Current risk stratification of MLL-r iALL involves categorizing patients into either being medium risk or high risk, based on age at diagnosis, white blood cell counts, and the in vivo response to 7 days of prednisone treatment. Although this division does lead to significant differences in clinical outcome (Fig. 3f) [2, 3], it is still often inaccurate, especially for patients that have a high risk of relapse. A possible explanation for this may lie in some of the criteria by which patients are currently being categorized. For instance, one of the most important criteria for risk stratification is COunt of BLAsts at day 8 (COBLA8), representing the count of surviving blasts after 7 days of prednisone monotreatment. Although this measurement is certainly associated with future relapse occurrence, it is often inaccurate and possibly influenced by confounding factors such as differences in initial WBC. In our scRNA-seq-based relapse-prediction model, we improved upon the predictive power of COBLA8 by analyzing the gene expression patterns that characterize surviving cells and finding this signature back in naive untreated diagnostic samples. This allowed us to classify cells as either sensitive or resistant to treatment and to show that the relative proportion of resistant cells in a sample is strongly correlated with relapse occurrence. The direct correlation between expression of the resistance signature and treatment outcome suggests that the signature represents general resistance to chemotherapeutics rather than being specific to prednisone. This is not surprising given the well-known association between COBLA8 and relapse occurrence, but it does raise the question of how a prednisone-associated gene expression pattern is able to affect general therapy resistance.

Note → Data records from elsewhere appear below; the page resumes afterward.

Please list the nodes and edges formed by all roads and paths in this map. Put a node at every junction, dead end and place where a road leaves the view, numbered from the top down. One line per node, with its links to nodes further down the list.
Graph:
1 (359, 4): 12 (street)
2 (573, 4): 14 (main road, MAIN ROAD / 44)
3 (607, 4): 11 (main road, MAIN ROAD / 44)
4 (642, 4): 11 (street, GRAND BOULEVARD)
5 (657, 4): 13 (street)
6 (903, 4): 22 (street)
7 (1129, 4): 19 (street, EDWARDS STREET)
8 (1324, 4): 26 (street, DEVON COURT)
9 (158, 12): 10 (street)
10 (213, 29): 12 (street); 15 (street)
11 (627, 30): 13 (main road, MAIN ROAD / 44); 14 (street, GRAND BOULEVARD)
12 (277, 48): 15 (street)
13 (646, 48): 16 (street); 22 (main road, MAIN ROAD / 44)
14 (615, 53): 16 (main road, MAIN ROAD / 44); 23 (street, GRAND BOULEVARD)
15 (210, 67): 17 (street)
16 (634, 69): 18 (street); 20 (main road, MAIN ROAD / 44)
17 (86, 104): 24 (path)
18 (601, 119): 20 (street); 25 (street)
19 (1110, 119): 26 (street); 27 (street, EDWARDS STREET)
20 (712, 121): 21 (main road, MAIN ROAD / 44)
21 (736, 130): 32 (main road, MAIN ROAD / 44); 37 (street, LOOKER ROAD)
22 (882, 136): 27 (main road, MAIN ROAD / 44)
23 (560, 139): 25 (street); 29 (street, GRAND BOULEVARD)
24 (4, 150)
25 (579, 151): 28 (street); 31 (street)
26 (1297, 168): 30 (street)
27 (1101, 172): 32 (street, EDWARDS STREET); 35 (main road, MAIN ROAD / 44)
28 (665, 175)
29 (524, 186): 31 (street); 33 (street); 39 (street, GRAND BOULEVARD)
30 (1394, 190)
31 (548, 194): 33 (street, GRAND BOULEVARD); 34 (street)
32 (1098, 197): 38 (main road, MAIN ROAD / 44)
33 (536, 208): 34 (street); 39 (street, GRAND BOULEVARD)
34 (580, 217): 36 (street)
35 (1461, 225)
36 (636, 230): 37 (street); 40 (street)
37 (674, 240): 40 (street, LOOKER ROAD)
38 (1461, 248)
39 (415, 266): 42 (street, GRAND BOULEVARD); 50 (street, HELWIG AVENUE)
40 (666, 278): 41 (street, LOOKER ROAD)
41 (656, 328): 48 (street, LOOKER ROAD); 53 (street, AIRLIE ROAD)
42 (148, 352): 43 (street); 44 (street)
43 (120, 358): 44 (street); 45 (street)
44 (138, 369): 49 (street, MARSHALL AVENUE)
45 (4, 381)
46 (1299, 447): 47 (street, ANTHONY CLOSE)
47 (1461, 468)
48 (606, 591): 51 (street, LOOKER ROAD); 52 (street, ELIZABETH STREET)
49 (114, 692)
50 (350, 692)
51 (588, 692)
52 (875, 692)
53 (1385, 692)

In our analyses, we found that an activity-quiescence continuum is the most prominent feature separating resistant cells from sensitive cells. Although unlikely to be directly associated with prednisone, it reflects the well-documented resilience of quiescent cells to chemotherapy and suggests that the resistance signature might represent not only prednisone resistance but also multiple therapy-escape mechanisms. This view is further supported by several classes of genes we found enriched in resistant cells. Detection of general mediators of drug resistance and efflux transporters argues for broad therapy resistance, while stemness markers typical of leukemic stem cells might help escape drug-induced cell death and maintain replicative potential. Taken together, these results argue for a model where prednisone monotreatment selects for cells that are small, quiescent, and generally resistant to chemotherapy, setting the stage for future research to characterize them more in depth and decode their therapy-resistance mechanisms.

There are several aspects and limitations of this study that will need to be addressed in order to help translate this knowledge to the clinic. scRNA-seq is not yet a routine lab technique and application of bulk RNA-seq to detect the gene signature suffers from quantification problems owing to the smaller RNA content of resistant cells. Identification of an easily detectable hallmark could help offset this problem and simplify the quantification of resistant cells. However, investigation of clonality and mutation analysis might be required to identify DNA-based hallmarks that are not affected by the smaller size of resistant cells. Despite considerable success, two patients in the cohort were misclassified by our method. At this stage we cannot exclude that specific mutations might act as epistatic factors, bypassing the drug escape mechanisms and resulting in relapse development. Finally, validation of this signature on vast numbers of patients—while essential for inclusion in upcoming trials—is problematic both due to the technique and to the rarity of the disease.

Taken together, these results demonstrate how single-cell sequencing can be used to further our understanding of cancer cell population dynamics and use them for accurate risk assessment. Eventually, elimination of these therapy-resistant cells during early phases of the treatment may well prevent relapse occurrence in a substantial number of cases, leading to increased survival.